Seit Noahs Geburt kommt Springfeld ein Mal pro Woche bei der jungen Mutter vorbei und beantwortet alle Fragen rund ums Baby. „Ich habe zwar schon eine Tochter, aber jedes Kind ist anders“, sagt Glesinski, glücklich über die Unterstützung. Dass Springfeld sich eine Stunde Zeit nimmt, ist für viele Familien wichtig – aber nicht selbstverständlich. Die Krankenkasse zahlt für einen halbstündigen Besuch 27 Euro. „Im Normalfall bleibe ich aber mindestens eine Stunde“, erklärt Springfeld. Für ein Beratungsgespräch einer Schwangeren bekomme sie sogar nur 15 Euro.

„Ich arbeite von Jahr zu Jahr mehr und verdiene weniger“, sagt Karin Stierand, die seit 22 Jahren als Hebamme arbeitet. Weil die Tarifverhandlungen mit den Krankenkassen seit Monaten still stehen, gehen die Geburtshelferinnen seit Ende der vergangenen Woche auf die Straße. Es ist mehr ein symbolischer Streik, weil die Schwangeren nicht darunter leiden sollen.

„7,50 Euro Stundenlohn sind der Oberwitz“, sagt auch Inka Klawier aus Eldagsen, die bis vor eineinhalb Jahren noch Geburtshilfe angeboten hat. „Als die Haftpflichtversicherung auf jährlich 3 700 Euro stieg, bedeutete das das Aus“, erklärt sie. Früher habe sie rein rechnerisch zweieinhalb Geburten absolvieren müssen, um die Versicherungskosten zu erwirtschaften – heute seien es 18. Für eine Hausgeburt bekommt eine Hebamme 548 Euro von der Krankenkasse bezahlt, das Doppelte ist laut des niedersächsischen Hebammenverbandes angemessen. Für eine Krankenhausgeburt gibt es 285 Euro. Dem werden elf Stunden Arbeit zugrunde gelegt – acht Stunden vor der Entbindung und drei danach.
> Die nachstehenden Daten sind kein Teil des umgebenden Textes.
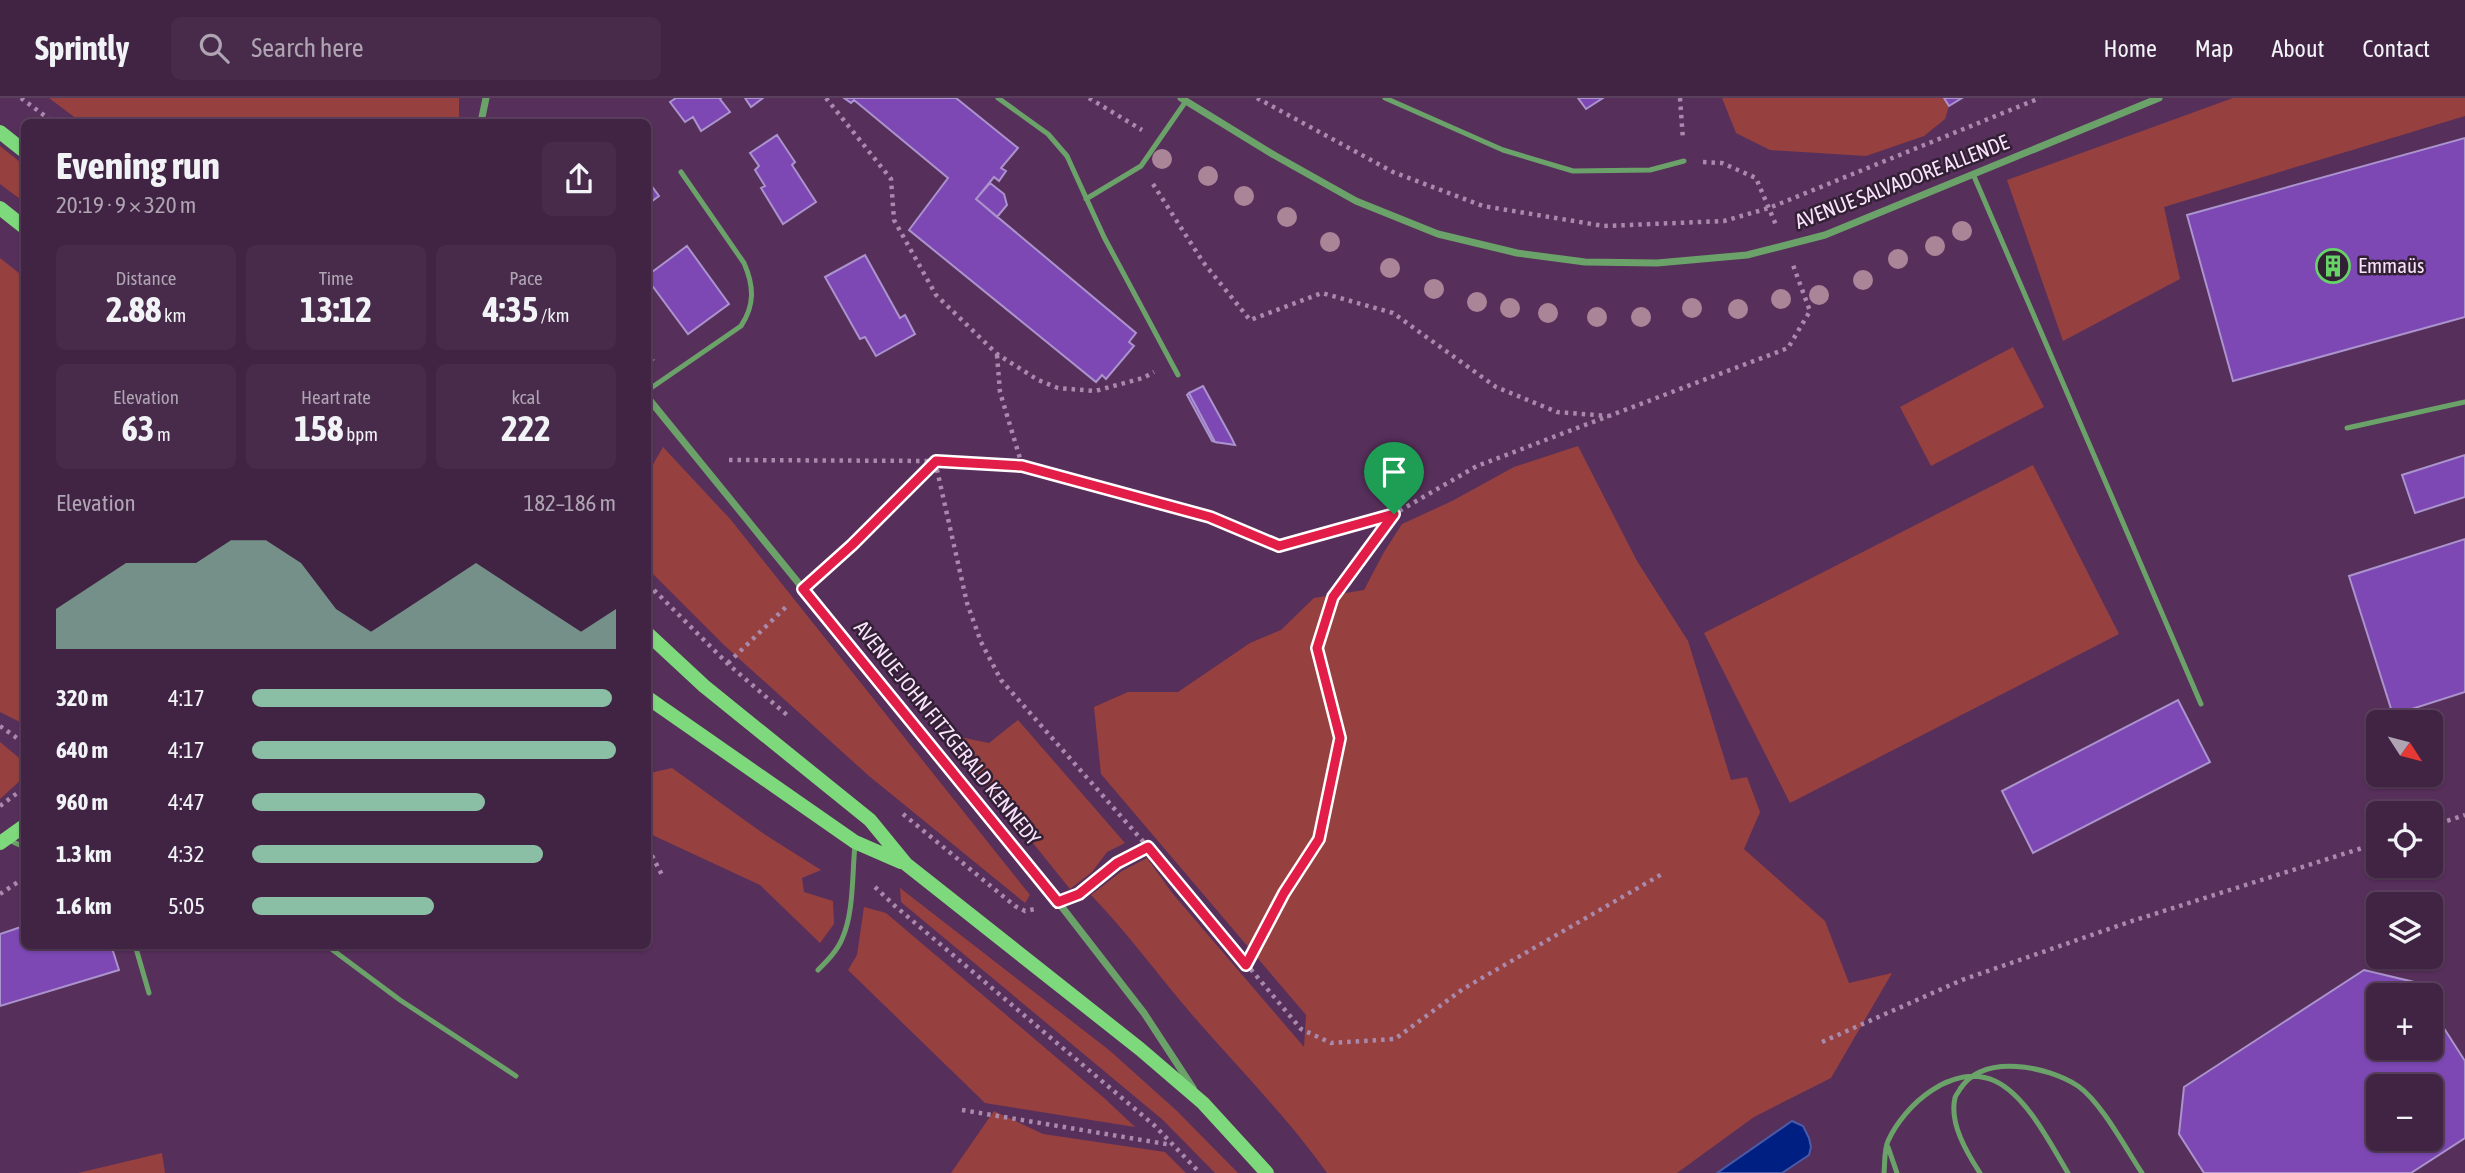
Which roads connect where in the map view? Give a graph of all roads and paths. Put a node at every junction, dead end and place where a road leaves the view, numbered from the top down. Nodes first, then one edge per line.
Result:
1 (21, 98) edge
2 (485, 98) edge
3 (825, 98) edge
4 (998, 98) edge
5 (1089, 98) edge
6 (1385, 98) edge
7 (1680, 98) edge
8 (2160, 98) edge
9 (1184, 99) edge
10 (49, 119) edge
11 (482, 119) edge
12 (0, 132) edge
13 (1160, 140) junction
14 (21, 149) edge
15 (1684, 161) junction
16 (1141, 166) junction
17 (681, 172) dead end
18 (1973, 174) junction
19 (1086, 198) junction
20 (0, 208) edge
21 (21, 225) edge
22 (1786, 246) junction
23 (997, 354) junction
24 (1172, 363) junction
25 (1178, 375) dead end
26 (651, 388) edge
27 (651, 402) edge
28 (2465, 402) edge
29 (1609, 416) junction
30 (2347, 428) dead end
31 (697, 459) junction
32 (936, 461) junction
33 (1022, 466) junction
34 (1394, 514) junction
35 (651, 588) edge
36 (803, 589) junction
37 (654, 591) junction
38 (651, 596) edge
39 (651, 637) edge
40 (727, 664) junction
41 (651, 700) edge
42 (2202, 704) dead end
43 (790, 718) dead end
44 (0, 726) edge
45 (21, 741) edge
46 (21, 790) edge
47 (0, 806) edge
48 (895, 807) dead end
49 (2465, 815) edge
50 (2443, 822) edge
51 (21, 828) edge
52 (3, 841) edge
53 (855, 842) junction
54 (21, 846) edge
55 (1148, 847) junction
56 (2366, 847) edge
57 (651, 854) edge
58 (906, 864) junction
59 (852, 869) junction
60 (1662, 874) dead end
61 (662, 875) dead end
62 (21, 880) edge
63 (0, 894) edge
64 (1058, 902) junction
65 (136, 949) edge
66 (331, 949) edge
67 (1246, 965) junction
68 (818, 970) dead end
69 (149, 993) dead end
70 (1822, 1042) dead end
71 (516, 1076) dead end
72 (1968, 1077) junction
73 (1203, 1103) junction
74 (962, 1110) dead end
75 (1887, 1144) junction
76 (1172, 1146) junction
77 (1200, 1173) edge
78 (1268, 1173) edge
79 (1884, 1173) edge
80 (1897, 1173) edge
81 (1980, 1173) edge
82 (2068, 1173) edge
83 (2142, 1173) edge

1 - 10 path
2 - 11 street
3 - 23 path
4 - 19 lane
5 - 13 path
6 - 15 lane
7 - 15 path
8 - 18 street, AVENUE SALVADORE ALLENDE
9 - 13 lane
9 - 22 street, AVENUE SALVADORE ALLENDE
12 - 14 main road
13 - 16 lane
15 - 22 path
16 - 19 lane
16 - 29 path
17 - 26 lane
18 - 22 street, AVENUE SALVADORE ALLENDE
18 - 42 lane
19 - 24 lane
20 - 21 main road
22 - 29 path
23 - 24 path
23 - 33 path
24 - 25 lane
27 - 31 street, AVENUE JOHN FITZGERALD KENNEDY
28 - 30 lane
29 - 34 path
31 - 32 path
31 - 36 street, AVENUE JOHN FITZGERALD KENNEDY
32 - 33 path
32 - 36 path
32 - 55 path
33 - 34 path
34 - 67 path
35 - 37 path
36 - 40 path
36 - 64 street, AVENUE JOHN FITZGERALD KENNEDY
37 - 38 path
37 - 40 path
39 - 58 main road, AVENUE JOHN FITZGERALD KENNEDY
40 - 43 path
41 - 53 main road, AVENUE JOHN FITZGERALD KENNEDY
44 - 45 path
46 - 47 path
48 - 64 path
49 - 50 path
51 - 52 main road
52 - 54 lane
53 - 58 main road, AVENUE JOHN FITZGERALD KENNEDY
53 - 59 lane
55 - 64 path
55 - 67 path
56 - 70 path
57 - 61 path
58 - 73 main road, AVENUE JOHN FITZGERALD KENNEDY
59 - 68 lane
59 - 76 path
60 - 67 path
62 - 63 path
64 - 73 street, AVENUE JOHN FITZGERALD KENNEDY
65 - 69 lane
66 - 71 lane
72 - 75 lane
72 - 81 lane
72 - 82 lane
72 - 83 lane
73 - 78 main road, AVENUE JOHN FITZGERALD KENNEDY
74 - 76 path
75 - 79 lane
75 - 80 lane
76 - 77 path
Das Gehalt stehe einfach in keinem Verhältnis zur Verantwortung, erklärt Klawier: „Wir sind in ständiger Rufbereitschaft und einer starken physischen und psychischen Belastung ausgesetzt.“ Viele Menschen hätten eine romantische Vorstellung von dem Job. „Wir haben nie frei“, sagt Stierand. Von 52 Wochenenden im Jahr sei sie an 45 im Einsatz. „Wir machen das alle nur, weil die Arbeit so befriedigend und erfüllend ist.“ Springfeld ergänzt: „Es ist ein sehr idealistischer Beruf.“ Sie hat selbst drei Kinder, das jüngste gerade ein knappes Jahr alt. Vier Monate nach der Geburt hat die Hebamme wieder gearbeitet.

Für die 29-jährige Glesinski ist Springfeld eine Hilfe in jeder Lage. „Heute haben wir Tragesysteme getestet, damit ich einfach beide Hände frei habe“, erklärt die junge Mutter. Sie kann bei Springfeld alle Fragen rund ums Stillen und Ernährung loswerden – oder Beschwerden. Der Mutter ist wichtig, sich rundum betreut zu fühlen.